Despite TikTok having lifted off her business, she still has to deal with negative comments.
“I receive negative comments often. There are foods that you can prepare, like pilau, chapati, and biryani, that everyone has an opinion on. Other times, I can quote a price, and not everyone will agree with it. Some comments I ignore, but some can be hurtful,” she says.

So how does she ensure she reaches many people?

Commenting on your posts, Lynn notes, can help you gain traction and get more views. “The more you comment, your algorithm improves, and your video will be recommended to more people,” she says, “I use my iPhone to create the content. I shoot during the day when the lighting is good. I aim to create the videos before noon because of the sun’s angling.”

To other entrepreneurs, she encourages them to “post consistently, people are watching. You just need one person to see it, and that person will recommend you to the next person.”

Anne Muhia

Anne Muhia, an entrepreneur, attests to the ability to earn money through TikTok.

“After leaving a job as a group financial manager in 2017, I became an entrepreneur. I started with a small boda boda delivery service and then a butchery business. When I started my TikTok channel at the end of 2022, I had just experienced employee theft and lost Sh300,000 from my butchery. I was frustrated and wondered whether every businessperson goes through the same thing. I thought maybe I was the problem. I wanted to share my entrepreneurship journey. I thought things would be easier since I had been an accountant for a long time and had never stolen, so I thought that was how it was supposed to be everywhere. Now I found myself going back to the drawing board, having to learn and unlearn. Hence my username, ‘Unprepared Entrepreneur,’” the 36-year-old accountant says of her TikTok journey.

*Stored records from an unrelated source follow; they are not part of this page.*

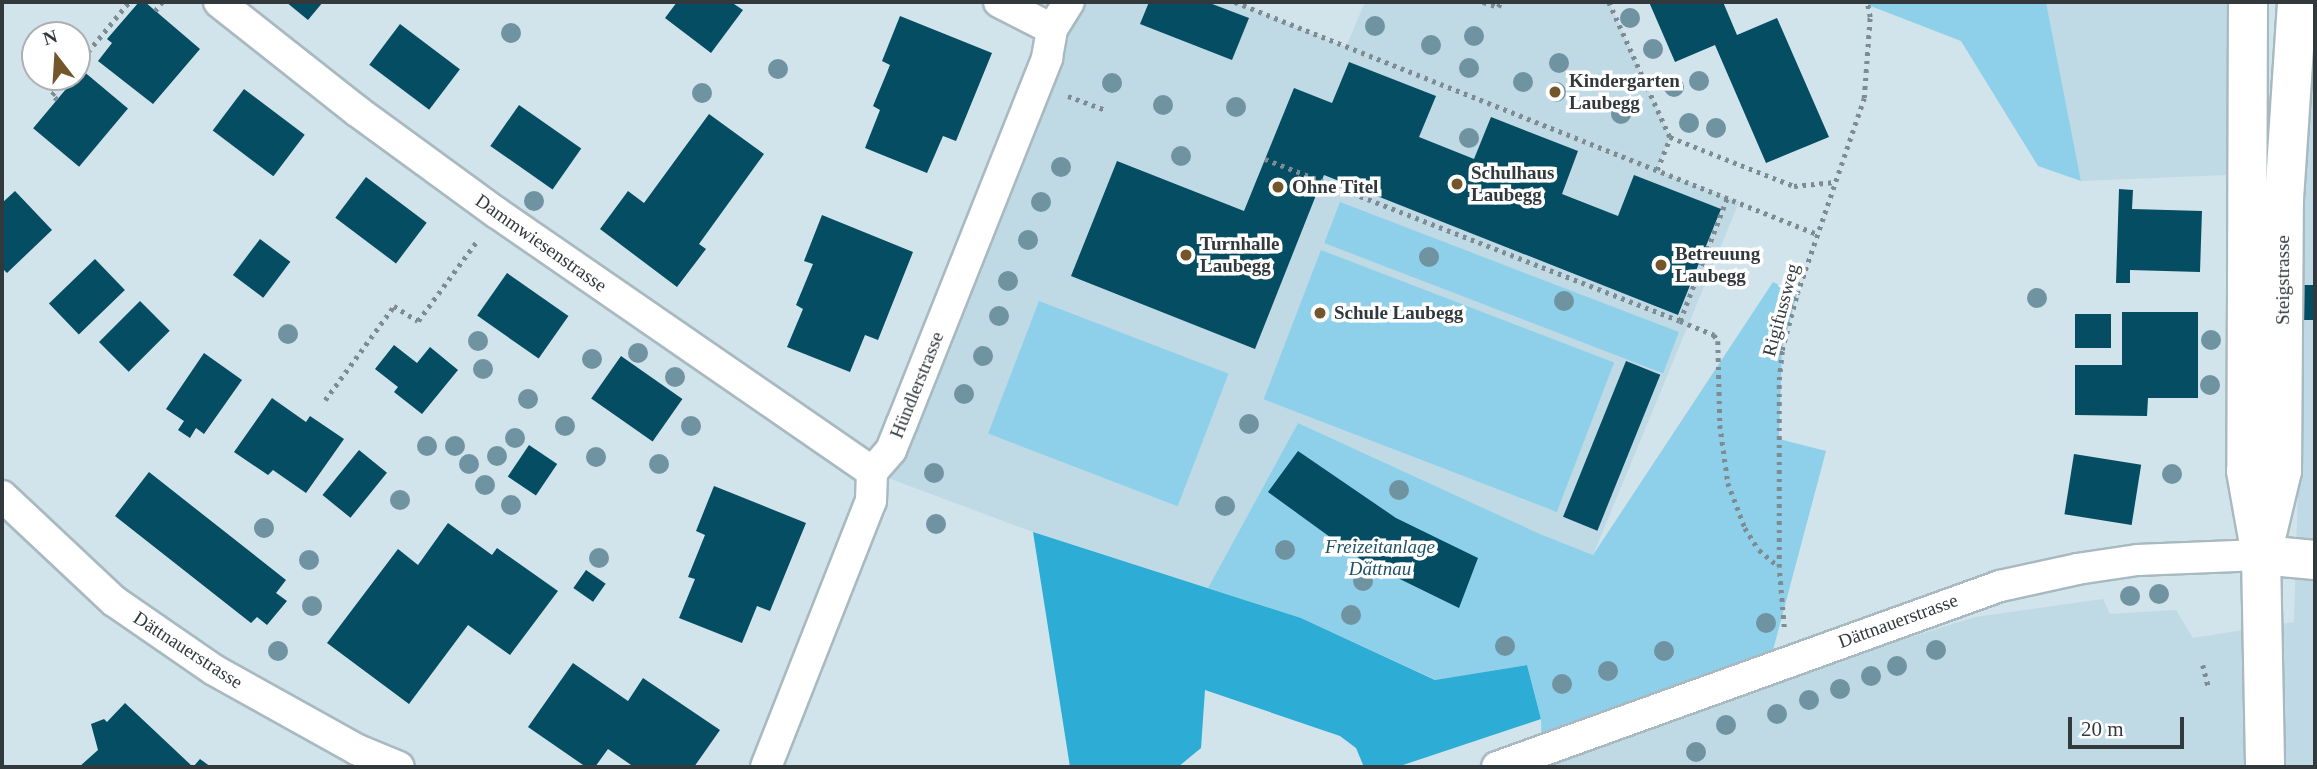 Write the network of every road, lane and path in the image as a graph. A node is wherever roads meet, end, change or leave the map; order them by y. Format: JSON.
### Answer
{"nodes":[{"id":1,"x":129,"y":2,"type":"edge"},
{"id":2,"x":162,"y":2,"type":"edge"},
{"id":3,"x":219,"y":2,"type":"edge"},
{"id":4,"x":999,"y":2,"type":"edge"},
{"id":5,"x":1069,"y":2,"type":"edge"},
{"id":6,"x":1235,"y":2,"type":"edge"},
{"id":7,"x":1483,"y":2,"type":"edge"},
{"id":8,"x":1501,"y":2,"type":"edge"},
{"id":9,"x":1609,"y":2,"type":"edge"},
{"id":10,"x":1867,"y":2,"type":"edge"},
{"id":11,"x":2248,"y":2,"type":"edge"},
{"id":12,"x":2297,"y":2,"type":"edge"},
{"id":13,"x":155,"y":11,"type":"dead end"},
{"id":14,"x":1052,"y":29,"type":"junction"},
{"id":15,"x":91,"y":48,"type":"edge"},
{"id":16,"x":56,"y":91,"type":"edge"},
{"id":17,"x":1059,"y":93,"type":"dead end"},
{"id":18,"x":57,"y":100,"type":"dead end"},
{"id":19,"x":1106,"y":110,"type":"dead end"},
{"id":20,"x":1670,"y":137,"type":"junction"},
{"id":21,"x":1265,"y":159,"type":"dead end"},
{"id":22,"x":1657,"y":170,"type":"junction"},
{"id":23,"x":1835,"y":182,"type":"junction"},
{"id":24,"x":1727,"y":198,"type":"junction"},
{"id":25,"x":497,"y":213,"type":"junction"},
{"id":26,"x":1817,"y":234,"type":"junction"},
{"id":27,"x":1680,"y":321,"type":"junction"},
{"id":28,"x":325,"y":400,"type":"dead end"},
{"id":29,"x":872,"y":472,"type":"junction"},
{"id":30,"x":2,"y":496,"type":"edge"},
{"id":31,"x":2261,"y":555,"type":"junction"},
{"id":32,"x":2315,"y":560,"type":"edge"},
{"id":33,"x":1779,"y":567,"type":"junction"},
{"id":34,"x":1785,"y":635,"type":"dead end"},
{"id":35,"x":2203,"y":665,"type":"dead end"},
{"id":36,"x":2208,"y":685,"type":"dead end"},
{"id":37,"x":399,"y":767,"type":"edge"},
{"id":38,"x":766,"y":767,"type":"edge"},
{"id":39,"x":1497,"y":767,"type":"edge"},
{"id":40,"x":2265,"y":767,"type":"edge"}],
"edges":[{"from":1,"to":15,"type":"path"},
{"from":2,"to":13,"type":"path"},
{"from":3,"to":25,"type":"street","name":"Dammwiesenstrasse"},
{"from":4,"to":14,"type":"street"},
{"from":5,"to":14,"type":"street","name":"Hündlerstrasse"},
{"from":6,"to":22,"type":"path"},
{"from":7,"to":8,"type":"path"},
{"from":9,"to":20,"type":"path"},
{"from":10,"to":23,"type":"path","name":"Rigifussweg"},
{"from":11,"to":31,"type":"main road","name":"Steigstrasse"},
{"from":12,"to":31,"type":"main road","name":"Steigstrasse"},
{"from":14,"to":29,"type":"street","name":"Hündlerstrasse"},
{"from":16,"to":18,"type":"path"},
{"from":17,"to":19,"type":"path"},
{"from":20,"to":22,"type":"path"},
{"from":20,"to":23,"type":"path"},
{"from":21,"to":27,"type":"path"},
{"from":22,"to":24,"type":"path"},
{"from":23,"to":26,"type":"path","name":"Rigifussweg"},
{"from":24,"to":26,"type":"path"},
{"from":24,"to":27,"type":"path"},
{"from":25,"to":28,"type":"path"},
{"from":25,"to":29,"type":"street","name":"Dammwiesenstrasse"},
{"from":26,"to":33,"type":"path","name":"Rigifussweg"},
{"from":27,"to":33,"type":"path"},
{"from":29,"to":38,"type":"street"},
{"from":30,"to":37,"type":"street","name":"Dättnauerstrasse"},
{"from":31,"to":32,"type":"main road","name":"Dättnauerstrasse"},
{"from":31,"to":39,"type":"street","name":"Dättnauerstrasse"},
{"from":31,"to":40,"type":"main road","name":"Steigstrasse"},
{"from":33,"to":34,"type":"path","name":"Rigifussweg"},
{"from":35,"to":36,"type":"path"}]} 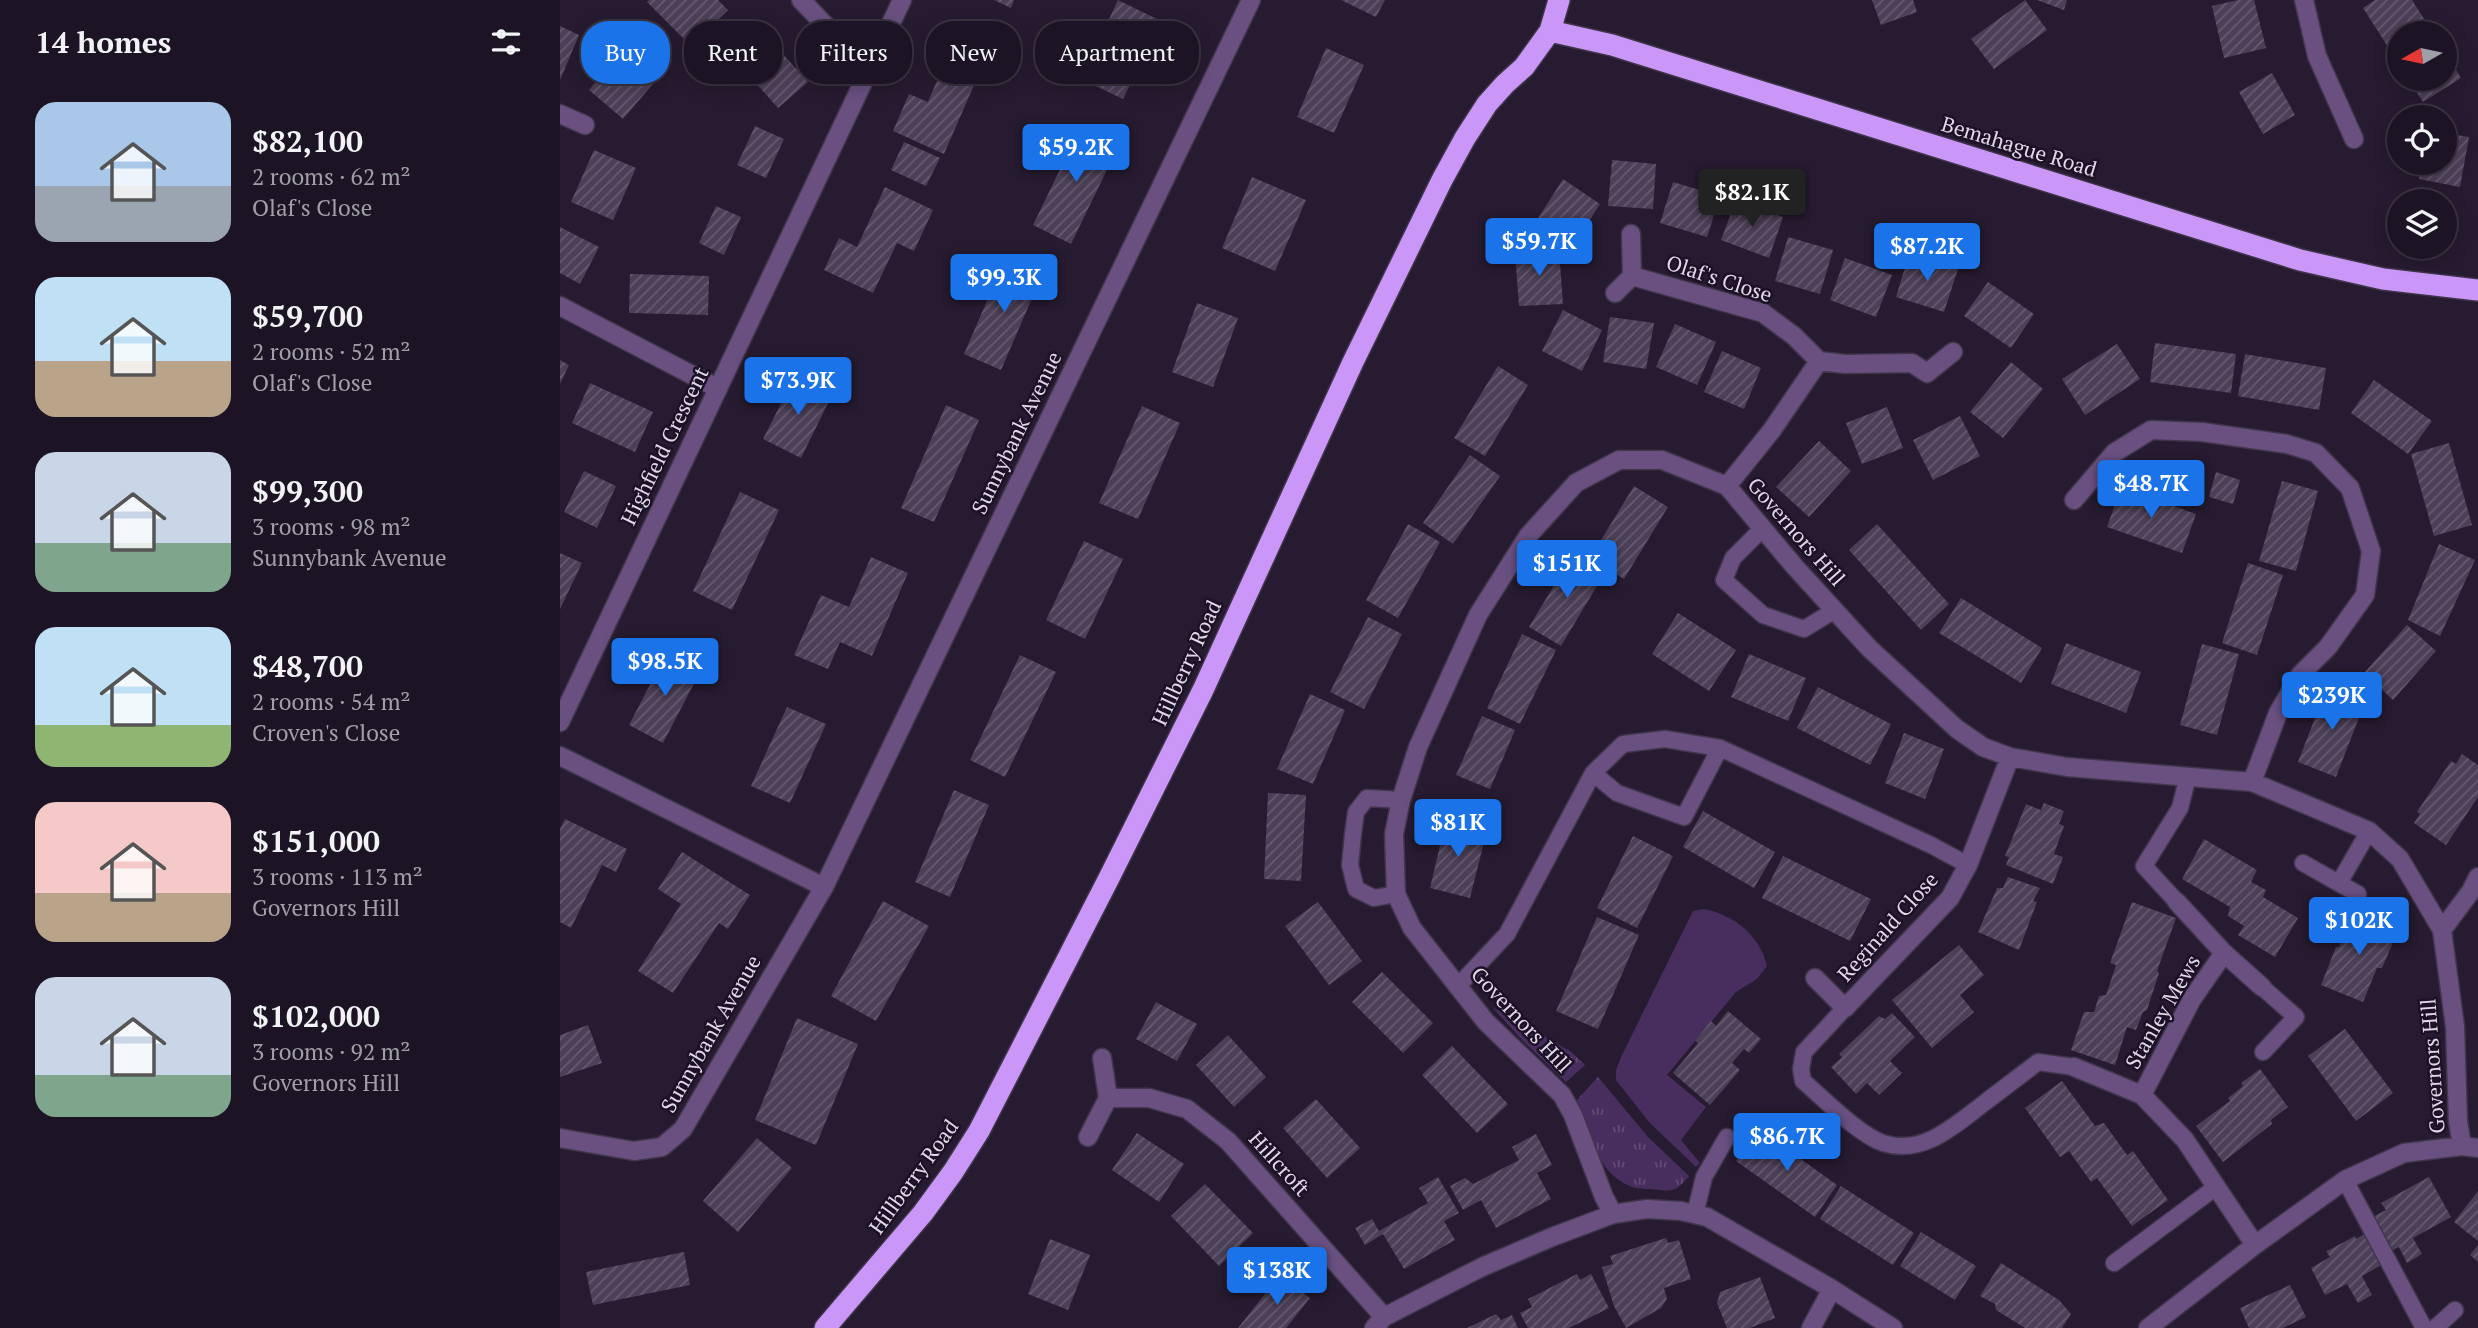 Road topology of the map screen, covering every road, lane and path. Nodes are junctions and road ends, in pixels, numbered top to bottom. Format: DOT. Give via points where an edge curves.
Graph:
graph roads {
  1 [pos="802,0"];
  2 [pos="902,0"];
  3 [pos="1251,0"];
  4 [pos="1559,0"];
  5 [pos="2304,0"];
  6 [pos="822,21"];
  7 [pos="892,21"];
  8 [pos="1550,31"];
  9 [pos="862,84"];
  10 [pos="560,114"];
  11 [pos="585,125"];
  12 [pos="2354,139"];
  13 [pos="1631,234"];
  14 [pos="1632,276"];
  15 [pos="2478,290"];
  16 [pos="1615,293"];
  17 [pos="560,306"];
  18 [pos="1953,352"];
  19 [pos="1819,361"];
  20 [pos="717,388"];
  21 [pos="1727,486"];
  22 [pos="2074,500"];
  23 [pos="1762,529"];
  24 [pos="1835,610"];
  25 [pos="560,722"];
  26 [pos="1720,747"];
  27 [pos="560,756"];
  28 [pos="2010,757"];
  29 [pos="1593,773"];
  30 [pos="2188,776"];
  31 [pos="2252,782"];
  32 [pos="1401,800"];
  33 [pos="2369,831"];
  34 [pos="2303,863"];
  35 [pos="1968,865"];
  36 [pos="2339,883"];
  37 [pos="824,887"];
  38 [pos="2476,888"];
  39 [pos="1396,894"];
  40 [pos="2358,894"];
  41 [pos="2177,901"];
  42 [pos="2442,930"];
  43 [pos="2224,953"];
  44 [pos="1815,978"];
  45 [pos="1457,986"];
  46 [pos="2262,987"];
  47 [pos="1845,1008"];
  48 [pos="2263,1052"];
  49 [pos="1102,1058"];
  50 [pos="2074,1067"];
  51 [pos="2142,1095"];
  52 [pos="1108,1097"];
  53 [pos="1088,1137"];
  54 [pos="1727,1137"];
  55 [pos="560,1138"];
  56 [pos="2470,1147"];
  57 [pos="2345,1180"];
  58 [pos="2216,1187"];
  59 [pos="1613,1214"];
  60 [pos="1695,1214"];
  61 [pos="2255,1245"];
  62 [pos="2114,1263"];
  63 [pos="1832,1290"];
  64 [pos="2455,1310"];
  65 [pos="1379,1323"];
  66 [pos="825,1328"];
  67 [pos="1811,1328"];
  68 [pos="1893,1328"];
  69 [pos="2148,1328"];
  70 [pos="2424,1328"];
  71 [pos="2435,1328"];
  1 -- 6 [label="street"];
  2 -- 7 [label="street, Highfield Crescent"];
  3 -- 37 [label="street, Sunnybank Avenue"];
  4 -- 8 [label="highway, Hillberry Road"];
  5 -- 12 [label="street" via="2317,56"];
  8 -- 15 [label="highway, Bemahague Road" via="1612,45 2300,260 2383,279"];
  8 -- 66 [label="highway, Hillberry Road" via="1524,67 1487,104 1442,180 1203,690 979,1131 923,1213"];
  9 -- 20 [label="street, Highfield Crescent"];
  10 -- 11 [label="street"];
  13 -- 14 [label="street, Olaf's Close"];
  14 -- 16 [label="street, Olaf's Close"];
  14 -- 19 [label="street, Olaf's Close" via="1763,313"];
  17 -- 20 [label="street"];
  18 -- 19 [label="street" via="1924,381 1912,363"];
  19 -- 21 [label="street"];
  20 -- 25 [label="street, Highfield Crescent"];
  21 -- 23 [label="street, Governors Hill"];
  21 -- 32 [label="street, Governors Hill" via="1662,460 1619,460 1576,483 1528,536 1478,615 1418,747"];
  22 -- 31 [label="street" via="2113,453 2151,430 2287,444 2316,453 2350,488 2371,551 2365,595 2328,647 2300,675 2278,713"];
  23 -- 24 [label="street, Governors Hill"];
  23 -- 24 [label="lane" via="1733,558 1724,580 1763,615 1804,629"];
  24 -- 28 [label="street, Governors Hill" via="1957,729 1983,747"];
  26 -- 29 [label="lane" via="1664,739 1623,744"];
  26 -- 29 [label="lane" via="1684,817 1617,793"];
  26 -- 35 [label="lane"];
  27 -- 37 [label="street"];
  28 -- 30 [label="street, Governors Hill"];
  28 -- 35 [label="street, Reginald Close"];
  29 -- 45 [label="lane" via="1507,934"];
  30 -- 31 [label="street, Governors Hill"];
  30 -- 41 [label="lane" via="2180,808 2144,866"];
  31 -- 33 [label="street, Governors Hill"];
  32 -- 39 [label="street, Governors Hill" via="1394,834"];
  32 -- 39 [label="lane" via="1367,798 1356,812 1350,865 1356,889 1374,898"];
  33 -- 36 [label="lane"];
  33 -- 42 [label="street, Governors Hill" via="2400,859"];
  34 -- 36 [label="lane"];
  35 -- 47 [label="street, Reginald Close" via="1950,898"];
  36 -- 40 [label="lane"];
  37 -- 55 [label="street, Sunnybank Avenue" via="683,1129 662,1147 634,1151"];
  38 -- 42 [label="street"];
  39 -- 45 [label="street, Governors Hill" via="1412,928"];
  41 -- 43 [label="street, Stanley Mews"];
  42 -- 56 [label="street, Governors Hill" via="2455,1027 2458,1121"];
  43 -- 46 [label="street, Stanley Mews"];
  43 -- 51 [label="street, Stanley Mews" via="2192,999"];
  44 -- 47 [label="street, Reginald Close"];
  45 -- 59 [label="street, Governors Hill" via="1486,1022 1562,1095"];
  46 -- 48 [label="lane" via="2296,1017"];
  47 -- 50 [label="lane" via="1804,1052 1803,1081 1883,1143 1927,1142 1947,1132 2038,1062"];
  49 -- 52 [label="street"];
  50 -- 51 [label="street, Stanley Mews"];
  51 -- 58 [label="street, Stanley Mews" via="2185,1140"];
  52 -- 53 [label="street"];
  52 -- 65 [label="street, Hillcroft" via="1149,1098 1187,1109 1228,1141"];
  54 -- 60 [label="lane" via="1704,1177"];
  56 -- 57 [label="street, Governors Hill" via="2404,1153"];
  57 -- 61 [label="street, Governors Hill"];
  57 -- 70 [label="lane"];
  58 -- 61 [label="street, Stanley Mews"];
  58 -- 62 [label="lane"];
  59 -- 60 [label="street" via="1647,1209"];
  59 -- 65 [label="street, Hillcroft" via="1482,1267"];
  60 -- 63 [label="street"];
  61 -- 69 [label="street, Governors Hill"];
  63 -- 67 [label="street"];
  63 -- 68 [label="street"];
  64 -- 71 [label="lane"];
}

Anne Muhia, Co-founder of Lewaki Eco-solutions and a Tiktoker.

Photo credit: Courtesy

“I chose TikTok because I thought no one knew me there. I felt there weren’t many people talking about how hard it is to build a business; everyone else was talking about success. When I shared the first video, I got 7,000 views, and people were reacting, so I kept at it.”

Now, Anne is approaching 30,000 followers.

What started as a page to vent her frustrations recently earned her six figures.

“When I create informative videos, people reach out to me with inquiries on how to overcome different business challenges. The TikTok community I am growing comprises employed people with side hustles, small businesses, and even big entrepreneurs. Brands are seeking to speak to that community through me because my audience trusts me. Recently, I made over Sh100,000 from one of the brands that wanted to reach that particular audience,” says Anne, who is also the co-founder of Lowaki Eco-Solutions.

 Lowaki is a company that facilitates the adoption and access to clean energy solutions in rural Kenya.
“With Lowaki, my target clients are not on TikTok, but my suppliers and people who could potentially give us grants are here.”

Anne, who is setting up her podcast soon, says, “TikTok has taught me that money follows value. By giving value to my audience, I will also get value.”

Her biggest challenge, however, has been consistency.

“Sometimes you go through a very challenging season in your business that affects your output. If my direct business (Lowaki) is going through a tough season, I end up reducing my output on TikTok. I started by posting once a week, and now I want to post three times a week. I only use my iPhone, which has a clear view. I shoot in my car with good lighting,” she says.